(Dataset entries)
┌────────

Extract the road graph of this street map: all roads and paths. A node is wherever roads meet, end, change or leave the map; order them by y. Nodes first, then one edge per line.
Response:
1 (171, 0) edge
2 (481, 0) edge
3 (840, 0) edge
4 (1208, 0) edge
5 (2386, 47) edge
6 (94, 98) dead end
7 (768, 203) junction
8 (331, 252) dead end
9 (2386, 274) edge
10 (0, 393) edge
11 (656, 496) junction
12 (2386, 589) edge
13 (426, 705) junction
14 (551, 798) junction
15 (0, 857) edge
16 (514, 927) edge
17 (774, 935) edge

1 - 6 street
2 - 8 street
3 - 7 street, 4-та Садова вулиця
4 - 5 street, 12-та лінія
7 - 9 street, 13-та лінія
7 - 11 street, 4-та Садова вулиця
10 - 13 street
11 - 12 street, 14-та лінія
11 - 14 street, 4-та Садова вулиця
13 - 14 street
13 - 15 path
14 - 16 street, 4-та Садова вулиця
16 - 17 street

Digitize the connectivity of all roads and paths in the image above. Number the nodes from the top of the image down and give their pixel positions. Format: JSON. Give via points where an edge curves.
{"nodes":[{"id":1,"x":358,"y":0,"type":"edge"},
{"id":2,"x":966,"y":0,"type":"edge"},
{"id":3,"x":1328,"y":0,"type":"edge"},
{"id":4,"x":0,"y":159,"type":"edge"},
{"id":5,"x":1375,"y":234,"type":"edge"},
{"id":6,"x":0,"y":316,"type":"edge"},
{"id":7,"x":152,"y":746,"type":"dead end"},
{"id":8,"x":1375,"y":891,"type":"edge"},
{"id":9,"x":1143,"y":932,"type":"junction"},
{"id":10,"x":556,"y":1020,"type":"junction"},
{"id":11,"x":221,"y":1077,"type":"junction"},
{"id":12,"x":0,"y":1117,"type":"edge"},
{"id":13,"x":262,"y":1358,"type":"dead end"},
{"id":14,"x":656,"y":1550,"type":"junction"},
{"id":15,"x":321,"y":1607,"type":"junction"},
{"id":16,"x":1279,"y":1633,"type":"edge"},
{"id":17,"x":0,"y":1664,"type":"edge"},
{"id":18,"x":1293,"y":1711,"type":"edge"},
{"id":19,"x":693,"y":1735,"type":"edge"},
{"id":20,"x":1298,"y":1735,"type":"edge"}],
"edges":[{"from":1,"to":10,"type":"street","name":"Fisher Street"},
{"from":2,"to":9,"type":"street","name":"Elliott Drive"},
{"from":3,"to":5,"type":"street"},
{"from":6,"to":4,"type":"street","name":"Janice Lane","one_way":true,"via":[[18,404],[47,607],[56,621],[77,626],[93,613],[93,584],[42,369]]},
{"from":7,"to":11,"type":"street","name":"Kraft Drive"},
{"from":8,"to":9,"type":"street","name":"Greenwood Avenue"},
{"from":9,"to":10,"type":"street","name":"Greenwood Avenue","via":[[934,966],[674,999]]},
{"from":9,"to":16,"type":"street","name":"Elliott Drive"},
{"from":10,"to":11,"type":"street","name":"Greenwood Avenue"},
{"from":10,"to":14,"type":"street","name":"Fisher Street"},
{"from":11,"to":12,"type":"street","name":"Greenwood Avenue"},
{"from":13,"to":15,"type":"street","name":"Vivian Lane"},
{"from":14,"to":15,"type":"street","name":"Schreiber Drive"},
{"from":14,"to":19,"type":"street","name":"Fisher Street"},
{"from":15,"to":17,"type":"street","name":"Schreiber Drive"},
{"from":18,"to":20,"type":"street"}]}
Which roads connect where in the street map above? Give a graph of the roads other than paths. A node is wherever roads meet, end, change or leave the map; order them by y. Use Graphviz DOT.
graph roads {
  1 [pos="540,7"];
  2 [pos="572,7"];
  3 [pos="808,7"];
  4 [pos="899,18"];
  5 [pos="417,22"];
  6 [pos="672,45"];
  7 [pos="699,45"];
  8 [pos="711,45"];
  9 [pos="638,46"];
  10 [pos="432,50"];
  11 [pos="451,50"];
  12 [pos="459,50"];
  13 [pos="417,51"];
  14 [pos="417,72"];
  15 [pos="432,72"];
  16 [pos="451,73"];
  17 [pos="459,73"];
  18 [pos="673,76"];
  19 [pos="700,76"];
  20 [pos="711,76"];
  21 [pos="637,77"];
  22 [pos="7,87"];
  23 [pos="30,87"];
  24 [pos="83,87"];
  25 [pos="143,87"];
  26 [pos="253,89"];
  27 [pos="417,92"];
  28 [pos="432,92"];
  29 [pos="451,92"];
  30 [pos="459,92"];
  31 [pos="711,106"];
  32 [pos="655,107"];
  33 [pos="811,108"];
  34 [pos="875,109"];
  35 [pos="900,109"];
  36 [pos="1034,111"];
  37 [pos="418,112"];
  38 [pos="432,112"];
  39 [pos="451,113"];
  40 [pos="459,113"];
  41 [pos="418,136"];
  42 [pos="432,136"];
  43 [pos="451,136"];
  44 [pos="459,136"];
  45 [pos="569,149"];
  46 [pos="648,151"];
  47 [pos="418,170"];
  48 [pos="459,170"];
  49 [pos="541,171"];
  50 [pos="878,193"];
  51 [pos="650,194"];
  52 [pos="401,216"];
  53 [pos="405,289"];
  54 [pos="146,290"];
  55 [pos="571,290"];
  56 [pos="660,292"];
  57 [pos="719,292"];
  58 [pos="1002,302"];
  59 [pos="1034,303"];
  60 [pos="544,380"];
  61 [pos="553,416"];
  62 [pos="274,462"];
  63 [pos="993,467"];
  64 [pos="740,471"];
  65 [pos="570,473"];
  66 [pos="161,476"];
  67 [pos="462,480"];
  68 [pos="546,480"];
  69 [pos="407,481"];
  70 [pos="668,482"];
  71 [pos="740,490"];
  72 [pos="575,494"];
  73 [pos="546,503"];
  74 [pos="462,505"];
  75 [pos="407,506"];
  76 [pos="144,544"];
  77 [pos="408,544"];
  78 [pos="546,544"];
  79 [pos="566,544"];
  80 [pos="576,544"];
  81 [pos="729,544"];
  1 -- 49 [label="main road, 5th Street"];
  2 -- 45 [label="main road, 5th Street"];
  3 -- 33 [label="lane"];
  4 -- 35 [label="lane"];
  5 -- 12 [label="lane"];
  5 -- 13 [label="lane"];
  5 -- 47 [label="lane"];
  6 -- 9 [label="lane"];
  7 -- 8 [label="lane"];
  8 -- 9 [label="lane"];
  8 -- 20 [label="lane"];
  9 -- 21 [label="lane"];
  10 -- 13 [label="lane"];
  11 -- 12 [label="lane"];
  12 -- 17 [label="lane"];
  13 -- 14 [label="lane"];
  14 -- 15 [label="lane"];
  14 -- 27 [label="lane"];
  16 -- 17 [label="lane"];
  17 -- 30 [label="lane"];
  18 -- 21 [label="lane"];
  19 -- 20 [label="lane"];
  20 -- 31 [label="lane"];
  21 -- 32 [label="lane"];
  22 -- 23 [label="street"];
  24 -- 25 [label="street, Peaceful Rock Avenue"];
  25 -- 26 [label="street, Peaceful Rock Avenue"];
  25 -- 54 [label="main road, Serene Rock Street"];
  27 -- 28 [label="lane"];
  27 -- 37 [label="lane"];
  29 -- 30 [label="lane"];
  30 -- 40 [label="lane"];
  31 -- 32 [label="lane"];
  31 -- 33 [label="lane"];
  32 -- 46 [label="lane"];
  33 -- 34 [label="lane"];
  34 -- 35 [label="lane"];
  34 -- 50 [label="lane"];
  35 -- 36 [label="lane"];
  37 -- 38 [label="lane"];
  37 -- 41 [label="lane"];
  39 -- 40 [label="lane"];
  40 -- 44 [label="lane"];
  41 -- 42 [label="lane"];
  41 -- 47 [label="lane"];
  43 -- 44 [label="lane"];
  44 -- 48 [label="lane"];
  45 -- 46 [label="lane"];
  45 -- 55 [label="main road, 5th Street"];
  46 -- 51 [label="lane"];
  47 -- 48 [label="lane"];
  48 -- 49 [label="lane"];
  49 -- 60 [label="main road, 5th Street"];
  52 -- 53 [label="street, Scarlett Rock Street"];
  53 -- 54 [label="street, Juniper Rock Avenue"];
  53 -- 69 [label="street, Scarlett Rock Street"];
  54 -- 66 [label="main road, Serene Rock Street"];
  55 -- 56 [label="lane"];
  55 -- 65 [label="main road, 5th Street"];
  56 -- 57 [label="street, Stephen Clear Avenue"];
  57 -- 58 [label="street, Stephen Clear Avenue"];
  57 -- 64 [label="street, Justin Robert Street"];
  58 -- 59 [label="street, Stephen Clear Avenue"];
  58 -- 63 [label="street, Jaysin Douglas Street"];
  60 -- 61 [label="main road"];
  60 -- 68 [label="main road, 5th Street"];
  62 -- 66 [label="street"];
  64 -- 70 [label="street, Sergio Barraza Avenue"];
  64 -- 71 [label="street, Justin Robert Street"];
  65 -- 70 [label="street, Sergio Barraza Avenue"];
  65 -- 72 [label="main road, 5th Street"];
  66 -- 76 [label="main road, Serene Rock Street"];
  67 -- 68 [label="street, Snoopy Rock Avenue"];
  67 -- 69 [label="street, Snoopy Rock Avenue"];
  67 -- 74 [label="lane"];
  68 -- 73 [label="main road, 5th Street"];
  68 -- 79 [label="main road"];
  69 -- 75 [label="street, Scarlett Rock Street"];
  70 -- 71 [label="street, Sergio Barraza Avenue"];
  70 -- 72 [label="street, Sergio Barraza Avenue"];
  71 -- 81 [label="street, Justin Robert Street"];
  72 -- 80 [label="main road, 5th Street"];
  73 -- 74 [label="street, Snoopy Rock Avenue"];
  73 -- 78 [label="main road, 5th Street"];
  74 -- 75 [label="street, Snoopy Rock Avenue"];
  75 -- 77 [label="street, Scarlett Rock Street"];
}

└────────

#### [Exercise instructions]
Note each line above that holds "Stephen", then copy all of them.

#### [Exercise solution]
  56 -- 57 [label="street, Stephen Clear Avenue"];
  57 -- 58 [label="street, Stephen Clear Avenue"];
  58 -- 59 [label="street, Stephen Clear Avenue"];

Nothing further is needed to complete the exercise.